EXERCISE DESCRIPTION →
Copy out again, unchanged, the line that contains "Which roads connect where in the map" and every line after it down to the last line of the data.

Items from a dataset
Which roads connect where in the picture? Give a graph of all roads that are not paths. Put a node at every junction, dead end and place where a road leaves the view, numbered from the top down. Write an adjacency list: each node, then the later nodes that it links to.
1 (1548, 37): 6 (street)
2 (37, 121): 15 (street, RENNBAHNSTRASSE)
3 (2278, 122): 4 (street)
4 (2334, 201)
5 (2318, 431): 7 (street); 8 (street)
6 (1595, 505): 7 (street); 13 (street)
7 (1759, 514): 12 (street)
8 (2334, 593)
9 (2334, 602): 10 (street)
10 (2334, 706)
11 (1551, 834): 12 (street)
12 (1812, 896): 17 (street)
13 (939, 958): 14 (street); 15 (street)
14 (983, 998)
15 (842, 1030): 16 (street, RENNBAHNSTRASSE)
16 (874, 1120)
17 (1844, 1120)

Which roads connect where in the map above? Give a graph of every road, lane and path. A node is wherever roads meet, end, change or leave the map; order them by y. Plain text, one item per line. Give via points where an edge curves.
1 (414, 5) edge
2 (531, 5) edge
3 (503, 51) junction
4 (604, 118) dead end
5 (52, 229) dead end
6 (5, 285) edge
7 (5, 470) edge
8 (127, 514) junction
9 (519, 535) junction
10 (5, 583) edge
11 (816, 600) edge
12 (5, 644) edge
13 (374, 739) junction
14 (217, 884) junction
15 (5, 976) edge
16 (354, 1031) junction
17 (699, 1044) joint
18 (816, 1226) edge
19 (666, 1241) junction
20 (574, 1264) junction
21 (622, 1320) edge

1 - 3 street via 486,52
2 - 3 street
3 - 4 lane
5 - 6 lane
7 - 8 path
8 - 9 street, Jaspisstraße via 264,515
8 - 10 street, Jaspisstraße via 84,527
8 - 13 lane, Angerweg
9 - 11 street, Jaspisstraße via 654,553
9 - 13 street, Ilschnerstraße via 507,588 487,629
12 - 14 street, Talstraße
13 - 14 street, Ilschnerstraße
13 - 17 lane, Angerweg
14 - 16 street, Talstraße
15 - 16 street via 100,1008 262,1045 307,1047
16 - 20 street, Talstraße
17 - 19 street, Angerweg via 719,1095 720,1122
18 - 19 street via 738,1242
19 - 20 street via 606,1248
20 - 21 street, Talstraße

ANSWER BOX →
Which roads connect where in the map above? Give a graph of every road, lane and path. A node is wherever roads meet, end, change or leave the map; order them by y. Plain text, one item per line. Give via points where an edge curves.
1 (414, 5) edge
2 (531, 5) edge
3 (503, 51) junction
4 (604, 118) dead end
5 (52, 229) dead end
6 (5, 285) edge
7 (5, 470) edge
8 (127, 514) junction
9 (519, 535) junction
10 (5, 583) edge
11 (816, 600) edge
12 (5, 644) edge
13 (374, 739) junction
14 (217, 884) junction
15 (5, 976) edge
16 (354, 1031) junction
17 (699, 1044) joint
18 (816, 1226) edge
19 (666, 1241) junction
20 (574, 1264) junction
21 (622, 1320) edge

1 - 3 street via 486,52
2 - 3 street
3 - 4 lane
5 - 6 lane
7 - 8 path
8 - 9 street, Jaspisstraße via 264,515
8 - 10 street, Jaspisstraße via 84,527
8 - 13 lane, Angerweg
9 - 11 street, Jaspisstraße via 654,553
9 - 13 street, Ilschnerstraße via 507,588 487,629
12 - 14 street, Talstraße
13 - 14 street, Ilschnerstraße
13 - 17 lane, Angerweg
14 - 16 street, Talstraße
15 - 16 street via 100,1008 262,1045 307,1047
16 - 20 street, Talstraße
17 - 19 street, Angerweg via 719,1095 720,1122
18 - 19 street via 738,1242
19 - 20 street via 606,1248
20 - 21 street, Talstraße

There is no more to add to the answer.